On Nov. 17, 1978, four young employees of Speedway’s Burger Chef restaurant went missing. Police assumed — given the $500 missing from the cash register — they went to a local 21-and-under nightclub to party. Two days later, hikers found the bodies of the young adults about 30 minutes away in a wooded area of Johnson County.
Ruth Shelton, 17, and Daniel Davis, 16, were both shot. Jayne Friedt, the 20-year-old assistant manager at Burger Chef, was found stabbed in the chest about 50 yards away from Shelton and Davis. And 16-year-old Mark Flemmonds, the only African American victim, was found beaten to death near a main road. While multiple suspects were interviewed for the murders, no one was ever charged, and the case remains cold.
A new podcast, “Murder Sheet,” will examine the 42-year-old case. Through the podcast, hosts Áine Cain and Kevin Greenlee hope to shed light on various theories surrounding the night four young Hoosiers lost their lives.
Cain, a New York-based reporter for business news website Insider, and Greenlee, an Indianapolis lawyer, met through Newspapers.com, where they noticed they were clipping the same archived articles about the case. While “Murder Sheet” will focus on several different cases, the miniseries “You Never Can Forget” takes a deep dive into the infamous Burger Chef case. One theory the team will tackle: the possibility these murders were a hate crime.

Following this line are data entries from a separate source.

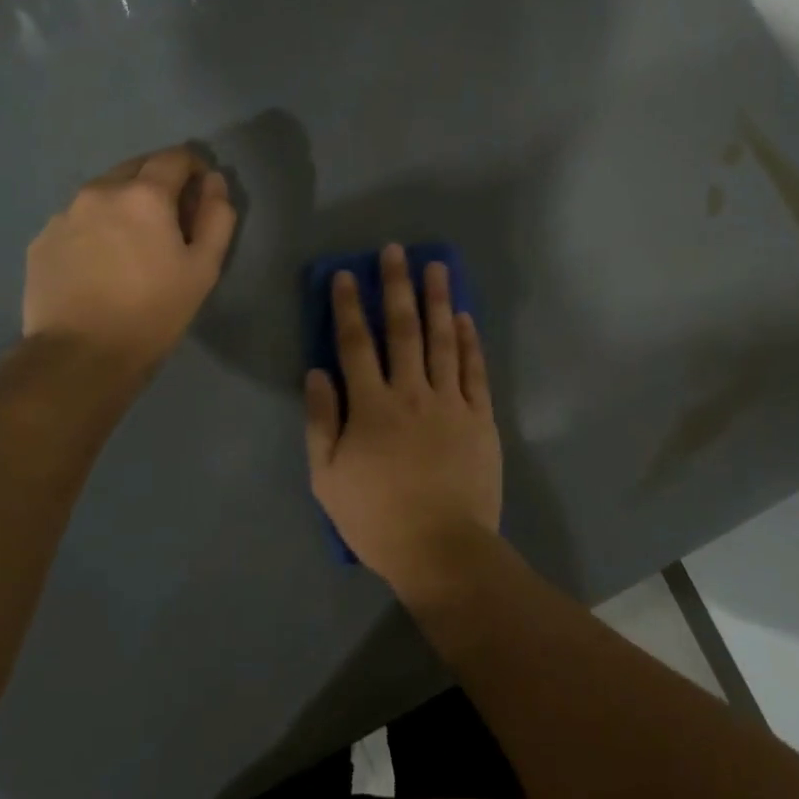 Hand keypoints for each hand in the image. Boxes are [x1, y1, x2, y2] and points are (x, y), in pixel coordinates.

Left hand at [24, 147, 236, 373]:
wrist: (81, 355)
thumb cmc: (154, 311)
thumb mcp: (204, 268)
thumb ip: (217, 217)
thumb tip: (215, 182)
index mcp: (144, 194)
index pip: (175, 157)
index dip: (195, 169)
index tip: (202, 194)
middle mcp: (100, 191)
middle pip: (136, 168)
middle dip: (159, 183)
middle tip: (171, 222)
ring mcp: (64, 214)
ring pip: (104, 193)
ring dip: (125, 204)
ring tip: (134, 245)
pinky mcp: (42, 239)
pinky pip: (78, 219)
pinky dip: (97, 228)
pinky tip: (102, 263)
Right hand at [304, 245, 502, 602]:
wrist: (442, 548)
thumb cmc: (377, 518)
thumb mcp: (327, 478)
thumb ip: (321, 422)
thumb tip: (317, 373)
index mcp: (371, 406)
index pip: (356, 344)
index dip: (349, 306)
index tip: (347, 274)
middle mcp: (411, 393)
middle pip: (403, 329)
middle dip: (397, 287)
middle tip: (397, 251)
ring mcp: (451, 402)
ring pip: (443, 340)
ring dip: (438, 300)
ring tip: (436, 267)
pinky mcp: (481, 417)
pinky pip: (475, 371)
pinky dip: (470, 342)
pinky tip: (465, 317)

“If you talk to white people in Speedway who lived there in the ‘70s, they say it was like Mayberry,” Greenlee said, referencing the serene setting of “The Andy Griffith Show.” “When you talk to people of color, they describe a lot of racism and being hassled by white citizens.”
According to a person close to Flemmond’s family, the family — one of the few Black households in Speedway at the time — received threats. Some believe a motive for the crime was Flemmond’s alleged relationship with a white employee at Burger Chef.
“Mark was the victim who suffered the most,” Cain said. “The others were killed relatively quickly, and he was the only Black victim. It shouldn’t be understated that he was singled out for that treatment.”
While neither Cain nor Greenlee can definitively say the Burger Chef murders were a hate crime, they say there’s enough evidence to consider that angle.
The hate crime possibility, along with other theories, will be discussed throughout the miniseries. While both Cain and Greenlee have been interested in the case for years, they’re careful to not forget the humanity of the victims while searching for answers.
“It’s so easy if you consume a lot of true crime to view things as a puzzle and not as human beings who lost their lives,” Cain said. “We take a victim-centric approach. … We try to give people a glimpse into what these kids were like and why it’s an outrage it hasn’t been solved. True crime matters because there’s a victim at the heart of it, and they deserve justice and deserve to be remembered.”
“Murder Sheet” will be available to stream on Apple Podcasts, Stitcher and Spotify on Nov. 17.